Runoff from Greenland’s ice sheet is kicking nutrients up from the ocean depths and boosting phytoplankton growth, a new NASA-supported study has found. Reporting in Nature Communications: Earth & Environment, the scientists used state-of-the art-computing to simulate marine life and physics colliding in one turbulent fjord. Oceanographers are keen to understand what drives the tiny plantlike organisms, which take up carbon dioxide and power the world’s fisheries.
Greenland’s mile-thick ice sheet is shedding some 293 billion tons (266 billion metric tons) of ice per year. During peak summer melt, more than 300,000 gallons (1,200 cubic meters) of fresh water drain into the sea every second from beneath Jakobshavn Glacier, also known as Sermeq Kujalleq,the most active glacier on the ice sheet. The waters meet and tumble hundreds of feet below the surface.

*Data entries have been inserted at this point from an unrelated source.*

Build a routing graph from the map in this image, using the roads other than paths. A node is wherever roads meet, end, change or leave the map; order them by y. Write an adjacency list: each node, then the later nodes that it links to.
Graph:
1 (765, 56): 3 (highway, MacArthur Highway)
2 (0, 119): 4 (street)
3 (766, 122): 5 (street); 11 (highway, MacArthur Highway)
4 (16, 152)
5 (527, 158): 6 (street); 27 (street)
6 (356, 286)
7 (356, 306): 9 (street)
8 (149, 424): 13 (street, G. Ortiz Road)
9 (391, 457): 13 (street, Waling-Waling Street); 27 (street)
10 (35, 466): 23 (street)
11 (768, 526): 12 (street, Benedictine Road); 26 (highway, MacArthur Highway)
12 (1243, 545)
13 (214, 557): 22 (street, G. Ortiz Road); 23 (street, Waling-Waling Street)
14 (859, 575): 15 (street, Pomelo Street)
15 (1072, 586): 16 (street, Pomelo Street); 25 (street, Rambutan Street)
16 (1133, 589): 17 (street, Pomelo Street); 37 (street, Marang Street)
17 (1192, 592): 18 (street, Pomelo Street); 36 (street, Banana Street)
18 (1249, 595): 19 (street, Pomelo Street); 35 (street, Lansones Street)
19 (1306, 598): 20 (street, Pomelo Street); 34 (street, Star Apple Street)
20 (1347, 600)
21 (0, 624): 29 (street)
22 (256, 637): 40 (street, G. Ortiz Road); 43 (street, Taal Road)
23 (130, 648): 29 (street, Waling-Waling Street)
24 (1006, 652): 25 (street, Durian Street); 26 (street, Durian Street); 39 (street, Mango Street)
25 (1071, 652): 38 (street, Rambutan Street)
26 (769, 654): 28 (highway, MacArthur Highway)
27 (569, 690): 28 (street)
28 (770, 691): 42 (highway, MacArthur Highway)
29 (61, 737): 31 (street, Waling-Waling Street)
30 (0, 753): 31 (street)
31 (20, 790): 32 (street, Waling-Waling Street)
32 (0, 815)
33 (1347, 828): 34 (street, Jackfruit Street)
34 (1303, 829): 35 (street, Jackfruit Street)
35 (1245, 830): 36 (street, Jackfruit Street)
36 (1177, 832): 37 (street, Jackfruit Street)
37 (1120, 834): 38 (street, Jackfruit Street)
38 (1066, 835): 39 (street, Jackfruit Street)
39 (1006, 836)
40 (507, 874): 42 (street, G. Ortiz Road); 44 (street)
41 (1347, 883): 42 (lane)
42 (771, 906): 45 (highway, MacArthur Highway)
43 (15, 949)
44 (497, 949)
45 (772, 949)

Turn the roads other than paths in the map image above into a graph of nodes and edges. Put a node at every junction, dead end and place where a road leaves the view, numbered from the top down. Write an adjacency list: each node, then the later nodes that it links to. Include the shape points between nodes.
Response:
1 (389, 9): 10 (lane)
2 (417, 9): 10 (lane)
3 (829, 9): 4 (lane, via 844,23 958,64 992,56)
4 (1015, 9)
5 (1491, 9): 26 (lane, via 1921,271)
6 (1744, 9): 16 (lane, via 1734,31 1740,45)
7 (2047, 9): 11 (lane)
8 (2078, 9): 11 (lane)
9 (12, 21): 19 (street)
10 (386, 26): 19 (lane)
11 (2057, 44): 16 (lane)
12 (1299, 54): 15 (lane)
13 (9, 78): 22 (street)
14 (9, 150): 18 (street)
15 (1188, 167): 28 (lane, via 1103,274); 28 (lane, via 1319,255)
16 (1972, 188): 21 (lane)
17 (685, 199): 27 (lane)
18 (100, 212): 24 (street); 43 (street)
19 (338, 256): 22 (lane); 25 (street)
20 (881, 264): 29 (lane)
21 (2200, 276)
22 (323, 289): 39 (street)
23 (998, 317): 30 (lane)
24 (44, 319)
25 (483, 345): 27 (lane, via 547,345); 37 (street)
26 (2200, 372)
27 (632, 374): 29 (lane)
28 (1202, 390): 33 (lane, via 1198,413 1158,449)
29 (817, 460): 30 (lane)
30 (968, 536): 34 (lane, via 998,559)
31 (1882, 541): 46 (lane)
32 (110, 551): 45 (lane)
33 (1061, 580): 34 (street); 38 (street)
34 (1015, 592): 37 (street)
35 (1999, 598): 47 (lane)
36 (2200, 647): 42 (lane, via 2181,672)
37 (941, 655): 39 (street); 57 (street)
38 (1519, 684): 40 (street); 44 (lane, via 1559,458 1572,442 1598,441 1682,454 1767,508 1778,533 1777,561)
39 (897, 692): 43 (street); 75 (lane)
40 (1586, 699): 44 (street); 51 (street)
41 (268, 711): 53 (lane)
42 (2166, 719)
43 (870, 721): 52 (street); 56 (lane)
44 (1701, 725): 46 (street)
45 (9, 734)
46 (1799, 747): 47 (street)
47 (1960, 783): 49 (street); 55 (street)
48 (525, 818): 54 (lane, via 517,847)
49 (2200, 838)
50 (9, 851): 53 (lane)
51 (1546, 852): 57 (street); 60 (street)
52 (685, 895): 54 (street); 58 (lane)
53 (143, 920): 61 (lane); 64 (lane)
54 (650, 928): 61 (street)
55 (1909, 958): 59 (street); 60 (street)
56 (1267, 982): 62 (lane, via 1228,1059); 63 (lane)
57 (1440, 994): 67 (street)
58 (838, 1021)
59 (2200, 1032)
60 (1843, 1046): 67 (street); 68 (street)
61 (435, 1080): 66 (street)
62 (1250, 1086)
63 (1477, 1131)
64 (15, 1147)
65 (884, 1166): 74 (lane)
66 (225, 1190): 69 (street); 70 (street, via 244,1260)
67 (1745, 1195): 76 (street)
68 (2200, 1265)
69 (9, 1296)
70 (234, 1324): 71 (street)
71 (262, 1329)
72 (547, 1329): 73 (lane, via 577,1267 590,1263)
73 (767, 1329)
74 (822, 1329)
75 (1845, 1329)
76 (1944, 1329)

Teal-colored phytoplankton bloom off the Greenland coast in this satellite image captured in June 2024 by NASA’s PACE (Plankton, Aerosol, Cloud, ocean Ecosystem) mission.NASA The meltwater plume is fresh and more buoyant than the surrounding saltwater. As it rises, scientists have hypothesized, it may be delivering nutrients like iron and nitrate — a key ingredient in fertilizer — to phytoplankton floating at the surface.
Researchers track these microscopic organisms because, though smaller by far than a pinhead, they’re titans of the ocean food web. Inhabiting every ocean from the tropics to the polar regions, they nourish krill and other grazers that, in turn, support larger animals, including fish and whales.
Previous work using NASA satellite data found that the rate of phytoplankton growth in Arctic waters surged 57% between 1998 and 2018 alone. An infusion of nitrate from the depths would be especially pivotal to Greenland’s phytoplankton in summer, after most nutrients been consumed by prior spring blooms. But the hypothesis has been hard to test along the coast, where the remote terrain and icebergs as big as city blocks complicate long-term observations.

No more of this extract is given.